La fijación del lugar reviste importancia, porque a parte de previsión de las partes el régimen aplicable a las averías gruesas será contenido en la legislación vigente del Estado en cuyo puerto se practique la liquidación y prorrateo, salvo en cuanto a las condiciones y formalidades al acto de avería, que siempre quedan sujetas a la ley de nacionalidad del buque.

La Ley de Navegación no impone un lugar en el que deba practicarse la liquidación, de manera que las partes tiene plena libertad al respecto u pueden manifestarla en el documento que instrumenta el contrato de transporte, es decir, el conocimiento de embarque.
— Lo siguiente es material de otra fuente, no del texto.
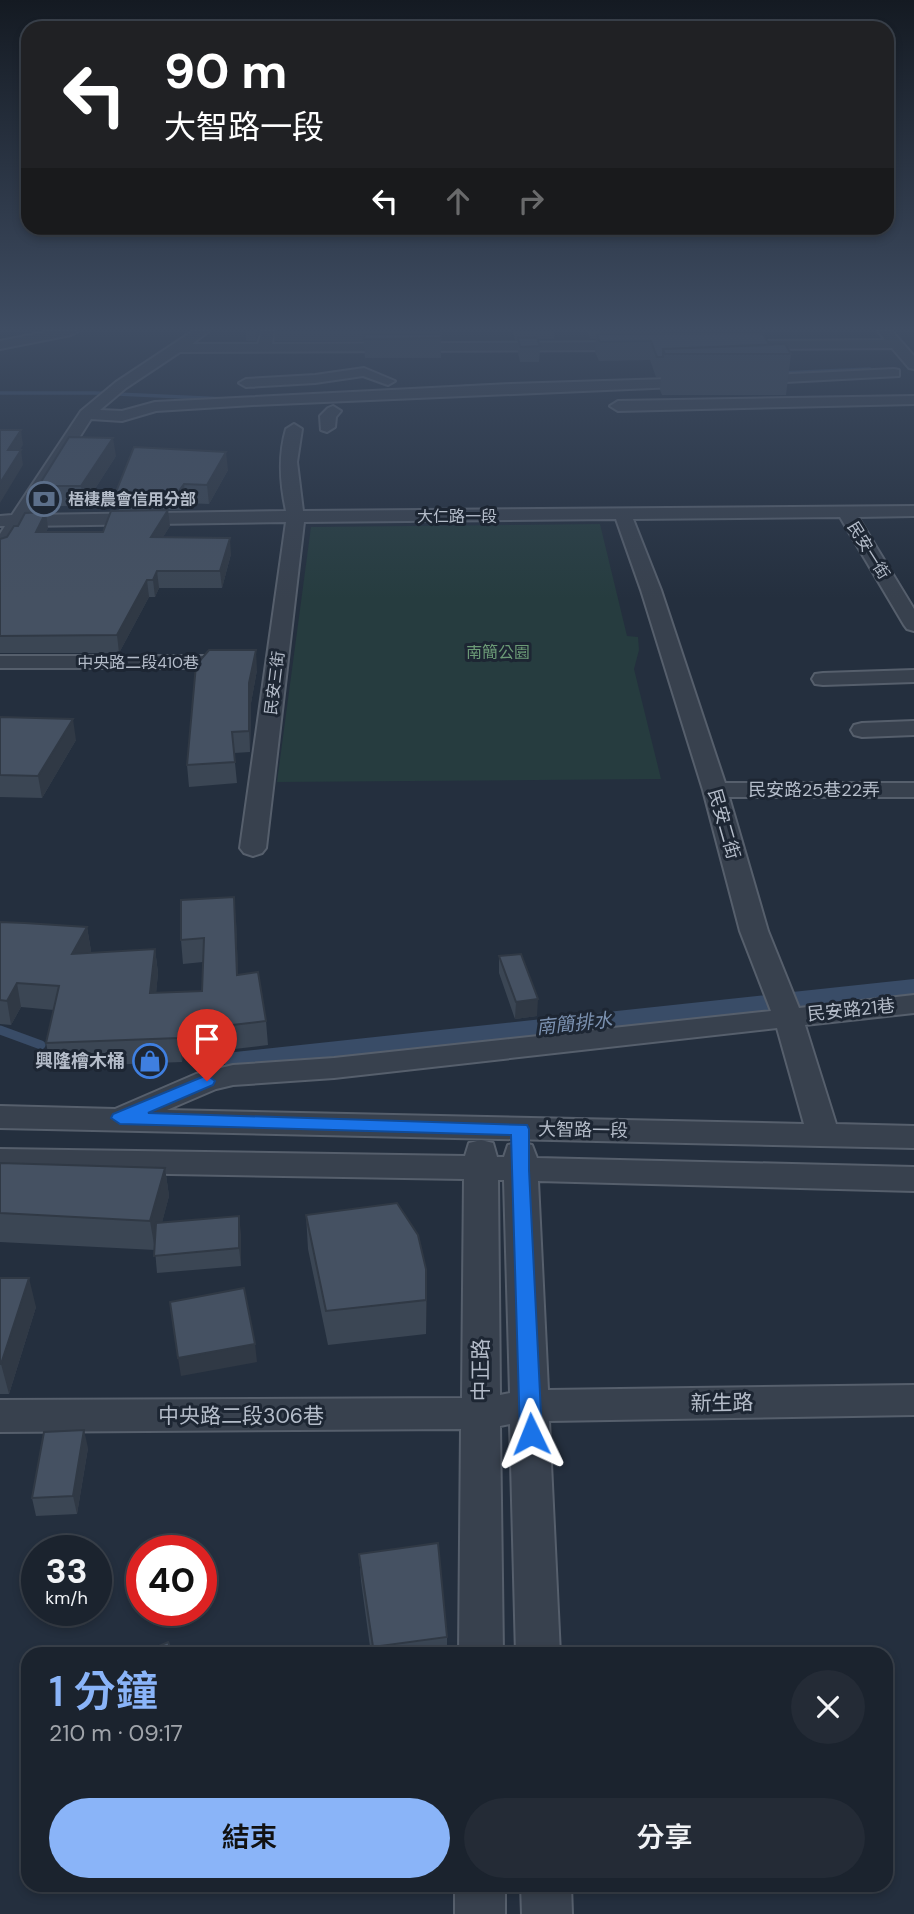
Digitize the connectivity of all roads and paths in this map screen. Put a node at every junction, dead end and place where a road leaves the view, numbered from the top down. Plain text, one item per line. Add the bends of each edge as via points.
1 (81, 420) edge
2 (328, 420) edge
3 (327, 427) dead end
4 (294, 429) dead end
5 (914, 511) edge
6 (846, 512) junction
7 (623, 515) junction
8 (296, 517) junction
9 (8, 521) edge
10 (0, 548) edge
11 (914, 625) edge
12 (276, 661) junction
13 (0, 662) edge
14 (914, 676) edge
15 (823, 678) dead end
16 (914, 728) edge
17 (863, 730) dead end
18 (715, 790) junction
19 (914, 790) edge
20 (253, 848) dead end
21 (914, 1004) edge
22 (788, 1017) junction
23 (0, 1117) edge
24 (120, 1118) junction
25 (483, 1127) junction
26 (520, 1129) junction
27 (823, 1135) junction
28 (914, 1137) edge
29 (0, 1160) edge
30 (479, 1168) junction
31 (519, 1170) junction
32 (914, 1179) edge
33 (914, 1400) edge
34 (530, 1406) junction
35 (481, 1413) junction
36 (0, 1416) edge
37 (481, 1647) edge
38 (538, 1647) edge
39 (480, 1892) edge
40 (546, 1892) edge
41 (480, 1914) edge
42 (547, 1914) edge

1 - 9 street
2 - 3 street
4 - 8 street, 民安三街 via 289,443 290,493
5 - 6 street, 大仁路一段
6 - 7 street, 大仁路一段
6 - 11 street, 民安一街
7 - 8 street, 大仁路一段
7 - 18 street, 民安二街
8 - 9 street, 大仁路一段
8 - 12 street, 民安三街
9 - 10 street
12 - 13 street, 中央路二段410巷
12 - 20 street, 民安三街
14 - 15 street
16 - 17 street
18 - 19 street, 民安路25巷22弄
18 - 22 street, 民安二街 via 754,931
21 - 22 street, 民安路21巷
22 - 24 street, 民安路21巷 via 334,1068 233,1075 207,1081
22 - 27 street, 民安二街
23 - 24 street, 大智路一段
24 - 25 street, 大智路一段
25 - 26 street, 大智路一段
25 - 30 street, 中正路
26 - 27 street, 大智路一段
26 - 31 street
27 - 28 street, 大智路一段
29 - 30 street
30 - 31 street
30 - 35 street, 中正路
31 - 32 street
31 - 34 street
33 - 34 street, 新生路
34 - 35 street, 新生路
34 - 38 street
35 - 36 street, 中央路二段306巷
35 - 37 street, 中正路
39 - 41 street
40 - 42 street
A falta de tal acuerdo lo usual es que si el viaje termina en el lugar previsto para la entrega de la carga, la liquidación se hace en dicho lugar, y si no termina allí por resolución o frustración, se hará en el lugar donde termine el viaje.
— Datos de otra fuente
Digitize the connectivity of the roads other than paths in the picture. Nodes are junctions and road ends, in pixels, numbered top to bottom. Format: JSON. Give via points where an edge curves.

Debemos distinguir entre Acto de avería y contribución de avería. La naturaleza de la avería se determina por la ley de nacionalidad del buque, que también rige los elementos, formalidades y la obligación de contribuir. En cuanto a la legislación aplicable en materia de liquidación y prorrateo de la avería gruesa, la Ley de Navegación establece que es la del Estado en cuyo territorio se llevan a cabo (Art. 607, ley de navegación).

En materia del tribunal competente, las disposiciones legales vigentes en nuestro país, establecen que, "son competentes los tribunales nacionales para entender en los juicios derivados de averías comunes, cuando la aventura finalice o la liquidación y prorrateo se realicen en puerto Argentino". La misma norma determina la nulidad de toda cláusula que atribuya competencia a los tribunales de otro Estado. (Art. 615, ley de navegación), salvo que de conformidad al Art. 621 de la Ley de Navegación, los residentes en el país, luego de producido el hecho, convengan a someterlo a juicio de árbitros o tribunales extranjeros.

El liquidador de las averías

El objeto del ajuste o liquidación de la avería gruesa consiste en la determinación de la contribución de cada uno de los elementos integrantes de la aventura marítima.

En términos generales podemos decir que toda liquidación consta de varias partes y etapas. Habitualmente se comienza haciendo una exposición resumida de los hechos que provocaron la avería gruesa y de su calificación, para proceder luego a formar la masa acreedora, que es la suma de los valores que deben ser resarcidos, y la masa deudora, que es la suma de los valores contribuyentes. A continuación se obtiene un cociente, al relacionar ambas masas, cociente que aplicado sobre cada uno de los valores de la masa deudora da por resultado el monto de contribución del buque, del flete y de la carga.

La masa acreedora

Está constituida por el conjunto de créditos que representan los daños y gastos sufridos o incurridos en beneficio común.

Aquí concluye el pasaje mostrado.